Audio Ramblings - some real ramblings and then onto the USB Diverter from Sonicweld, the Cynosure USB cable, Amarra, and more...
by Dave Clark

 

 

A true case of audio ramblings….

I just love questions like, "Which is the best power conditioner?"

And even better yet, the responses that such an inquiry might generate...

"I own product A because some people said it was the best and it sounded really good here, but a friend brought over product B (he owns it because other people said it was the best and it sounded really good there) and when we inserted it into my system it was way better than product A, so I sold product A to another friend who has product C because product A was better than product C in his system, but out of curiosity I borrowed his product C (that he owned because people said it was the best and it sounded really good there) and golly gosh gee, in my house product C was better than product B! So I offered him product B to try because it was way better than product A here—but not as good as product C—and at his place it didn't sound really all that much better than product C. Different, but he liked them both."

Of course there are the outlying responses of… "I tried A, B, C and they all sounded so bad when compared to going straight into the wall!"

And of course, "I also tried A, B, and C, and compared to D they all suck!"

So which is the best power conditioner? Uh… well, they all are quite excellent, but the issue is different grids—meaning different AC pollutants; and different systems—meaning different ways that said AC pollutants interact with the components; along with different wants and 'needs' by the listener(s) as they listen to what said products either do, or don't do in a system. So saying that product A, B, or C is the clearly best is simply, well… is simply BS. Sure it can certainly be the best in a specific situation (within a specific system on a specific AC grid and at that specific time in the day) but is it the best in all other situations? Some certainly, many possibly, but all… very unlikely.

AC pollutants change over the course of the day, so how one product deals with pollutant A (extremely well), pollutant B (somewhat well), and pollutant C (not really well at all) will differentiate it from another product that deals with pollutant A (not so well) and with pollutant B (quite well) and pollutant C (extremely well) all with respect to how these pollutants then affect the components being feed the polluted AC. Component A has issues with pollutants B and C, but is immune to pollutant A while component B has issues with pollutants A and C, but is immune to B, while component C has issues only with pollutant B and is immune to A and C. Go over to another guy's house and it is more different than the same based on his components and any and all pollutants riding on his AC.

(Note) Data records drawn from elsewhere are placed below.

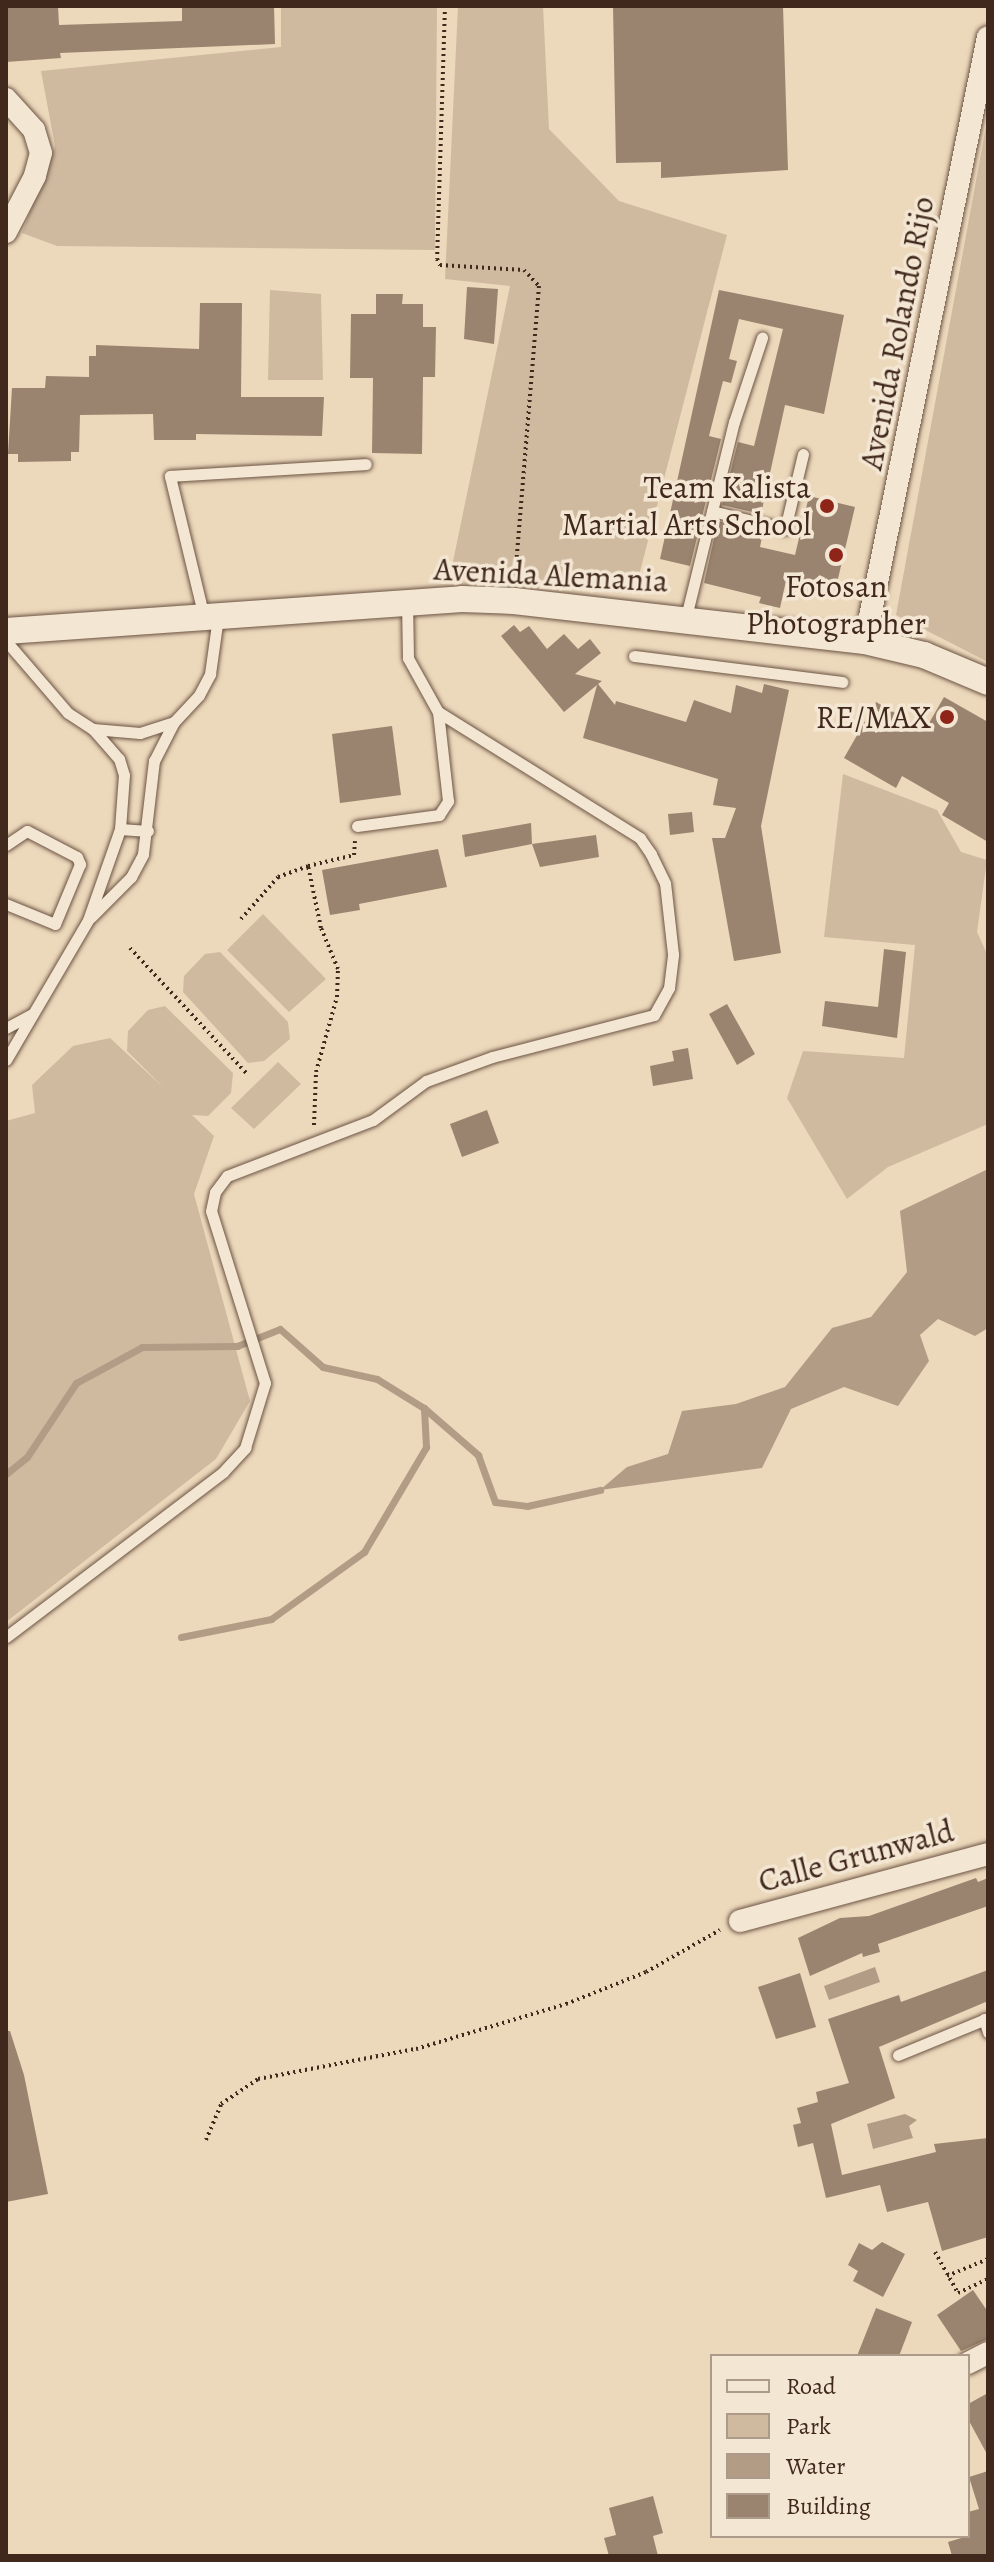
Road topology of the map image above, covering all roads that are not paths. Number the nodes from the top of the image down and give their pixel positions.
1 (988, 37) edge
2 (6, 99) edge
3 (6, 232) edge
4 (762, 338) dead end
5 (803, 454) dead end
6 (366, 464) dead end
7 (712, 511) junction
8 (407, 602) junction
9 (211, 617) junction
10 (686, 617) junction
11 (6, 631) edge
12 (6, 641) edge
13 (865, 641) junction
14 (634, 656) dead end
15 (842, 682) dead end
16 (988, 682) edge
17 (438, 712) junction
18 (174, 722) junction
19 (93, 729) junction
20 (357, 826) road end
21 (120, 829) junction
22 (148, 831) junction
23 (6, 845) edge
24 (6, 904) edge
25 (88, 920) junction
26 (33, 1014) junction
27 (6, 1028) edge
28 (6, 1060) edge
29 (6, 1637) edge
30 (988, 1854) edge
31 (740, 1921) road end
32 (986, 2019) edge
33 (988, 2032) edge
34 (898, 2055) dead end
35 (988, 2353) edge
36 (970, 2362) edge

1 - 13 street, Avenida Rolando Rijo
2 - 3 street
4 - 7 lane
5 - 7 lane
6 - 9 lane
7 - 10 lane
8 - 9 street, Avenida Alemania
8 - 10 street, Avenida Alemania
8 - 17 lane
9 - 11 street, Avenida Alemania
9 - 18 lane
10 - 13 street, Avenida Alemania
12 - 19 lane
13 - 16 street, Avenida Alemania
14 - 15 lane
17 - 20 lane
17 - 29 lane
18 - 19 lane
18 - 22 lane
19 - 21 lane
21 - 22 lane
21 - 25 lane
22 - 25 lane
23 - 24 lane
25 - 26 lane
26 - 27 lane
26 - 28 lane
30 - 31 street, Calle Grunwald
32 - 33 lane
32 - 34 lane
35 - 36 street

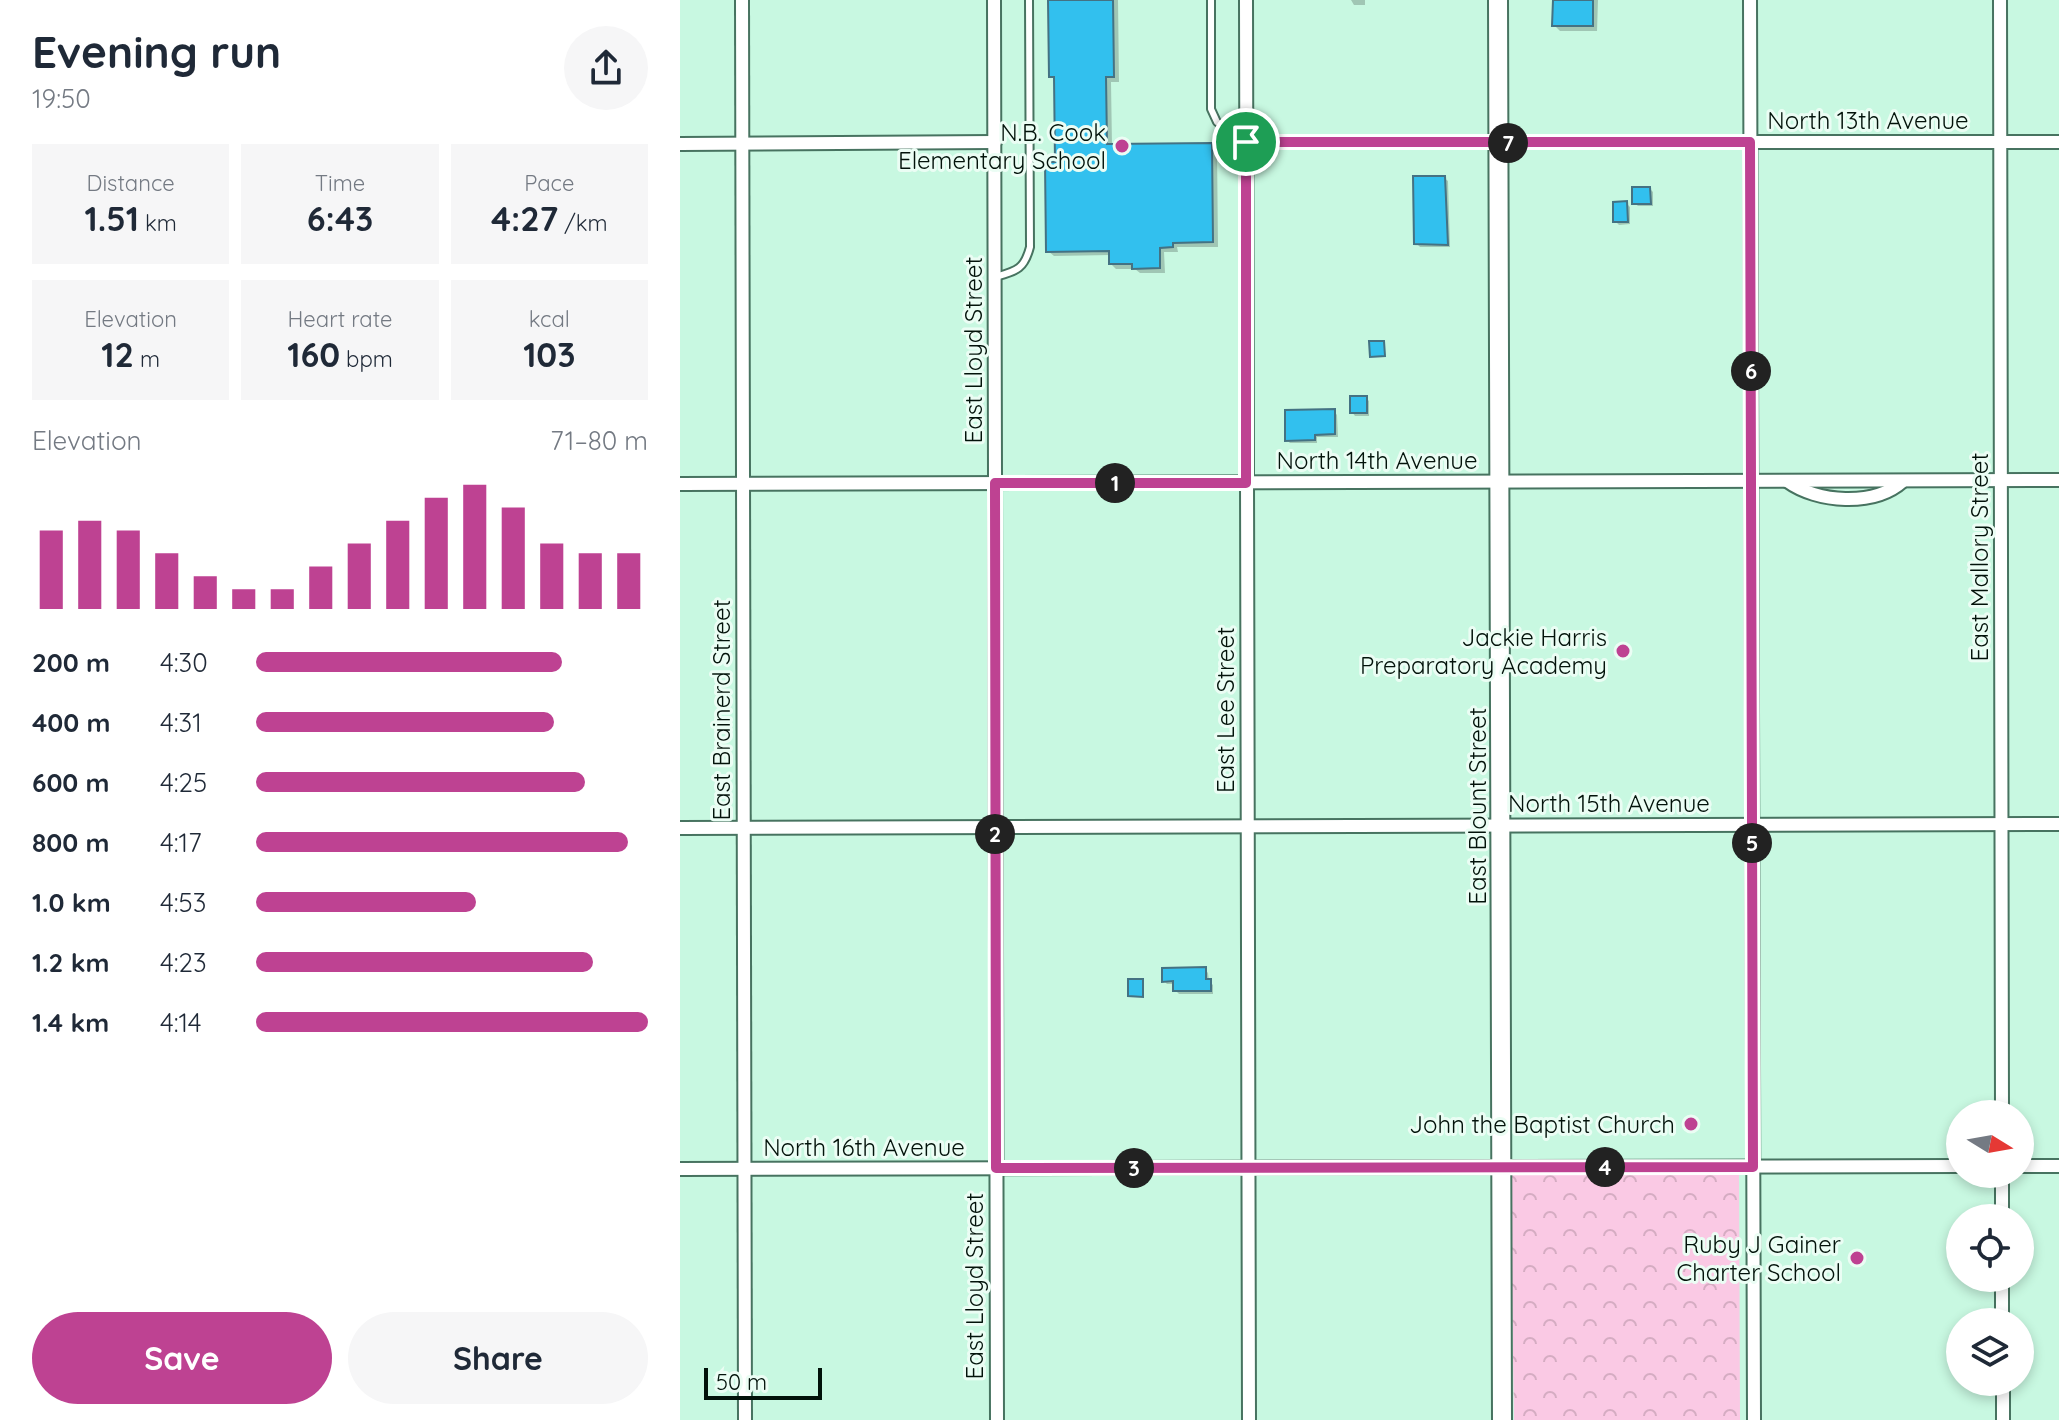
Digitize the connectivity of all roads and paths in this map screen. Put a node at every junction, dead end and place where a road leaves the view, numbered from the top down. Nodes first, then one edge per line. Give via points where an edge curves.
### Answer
1 (742, 0) edge
2 (994, 0) edge
3 (1029, 0) edge
4 (1211, 0) edge
5 (1246, 0) edge
6 (1498, 0) edge
7 (1750, 0) edge
8 (2000, 0) edge
9 (995, 142) junction
10 (1246, 142) junction
11 (1750, 142) junction
12 (2001, 142) junction
13 (2059, 142) edge
14 (1498, 143) junction
15 (680, 144) edge
16 (742, 145) junction
17 (995, 277) junction
18 (2059, 480) edge
19 (1751, 481) junction
20 (2001, 481) junction
21 (1499, 482) junction
22 (995, 483) junction
23 (1246, 483) junction
24 (680, 484) edge
25 (743, 484) junction
26 (2059, 824) edge
27 (1752, 825) junction
28 (2002, 825) junction
29 (1247, 826) junction
30 (1501, 826) junction
31 (744, 827) junction
32 (995, 827) junction
33 (680, 828) edge
34 (2002, 1100) edge
35 (1946, 1166) edge
36 (2034, 1166) edge
37 (2059, 1166) edge
38 (1502, 1167) junction
39 (1753, 1167) junction
40 (996, 1168) junction
41 (1248, 1168) junction
42 (680, 1169) edge
43 (744, 1169) junction
44 (2003, 1396) edge
45 (745, 1420) edge
46 (997, 1420) edge
47 (1249, 1420) edge
48 (1502, 1420) edge
49 (1754, 1420) edge
50 (2003, 1420) edge

1 - 16 street, East Brainerd Street
2 - 9 street, East Lloyd Street
3 - 17 lane via 1030,247 1027,261 1017,270
4 - 10 lane via 1211,109 1217,122
5 - 10 street, East Lee Street
6 - 14 street, East Blount Street
7 - 11 street
8 - 12 street, East Mallory Street
9 - 16 street
9 - 17 street, East Lloyd Street
10 - 14 street, North 13th Avenue
10 - 23 street, East Lee Street
11 - 12 street, North 13th Avenue
11 - 14 street, North 13th Avenue
11 - 19 street
12 - 13 street, North 13th Avenue
12 - 20 street, East Mallory Street
14 - 21 street, East Blount Street
15 - 16 street
16 - 25 street, East Brainerd Street
17 - 22 street, East Lloyd Street
18 - 20 street, North 14th Avenue
19 - 20 street, North 14th Avenue via 1787,481 1804,492 1838,498 1885,492 1903,481
19 - 21 street, North 14th Avenue
19 - 27 street
20 - 28 street, East Mallory Street
21 - 23 street, North 14th Avenue
21 - 30 street, East Blount Street
22 - 23 street, North 14th Avenue
22 - 25 street, North 14th Avenue
22 - 32 street, East Lloyd Street
23 - 29 street, East Lee Street
24 - 25 street, North 14th Avenue
25 - 31 street, East Brainerd Street
26 - 28 street, North 15th Avenue
27 - 28 street, North 15th Avenue
27 - 30 street, North 15th Avenue
27 - 39 street
28 - 34 street, East Mallory Street
29 - 30 street, North 15th Avenue
29 - 32 street, North 15th Avenue
29 - 41 street, East Lee Street
30 - 38 street, East Blount Street
31 - 32 street, North 15th Avenue
31 - 33 street, North 15th Avenue
31 - 43 street, East Brainerd Street
32 - 40 street, East Lloyd Street
35 - 39 street, North 16th Avenue
36 - 37 street
38 - 39 street, North 16th Avenue
38 - 41 street, North 16th Avenue
38 - 48 street, East Blount Street
39 - 49 street
40 - 41 street, North 16th Avenue
40 - 43 street, North 16th Avenue
40 - 46 street, East Lloyd Street
41 - 47 street, East Lee Street
42 - 43 street, North 16th Avenue
43 - 45 street, East Brainerd Street
44 - 50 street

In the end it is all about the situation (the compatibility, synergy, etc. of the whole system and grid), along with the listener's impressions, interpretations, preferences, etc. of what they are listening to. There are no absolutes. What works for me may or may not work for you—and vice versa. So if someone says that this beast the crap out of that… well, it all depends when and where. You got to try before you buy so tell everyone else to shut the f#@k up when they say that A is better than B!

This is also related to cables, amplifiers, speakers, etc. Yeah, what works for me may or may not work for you. Sure, I loved it and this is way better than that… and heck it is the best I have ever heard, but will you feel the same? Maybe… possibly… but then again, probably not.

Which does not mean that there is no value in sharing information or experiences; one can learn a lot from what others have learned, but that is all it is, nothing more or nothing less: their unique experience and it ain't going to be universal. So, if anyone claims to be the fountain of all audio knowledge—kneel my son and I will enlighten you as to the truths of all-things-audio—well I would be cautious when imbibing in their fountain of Kool-Aid. In the end it is what works for you and that is all that matters… don't let anyone tell you otherwise. There are no absolutes in audio… except that there are no absolutes in audio.

No absolutes you say? What about the absolute as in the philosophy of the existence of an absolute sound and then recreating it on one's home? Isn't that what this audio pursuit thing is all about? Yeah right… please explain how a unique experience (in terms of emotional state, time, and place) can ever be recreated in totality somewhere else and at a different time and under a different emotional state via some recorded medium?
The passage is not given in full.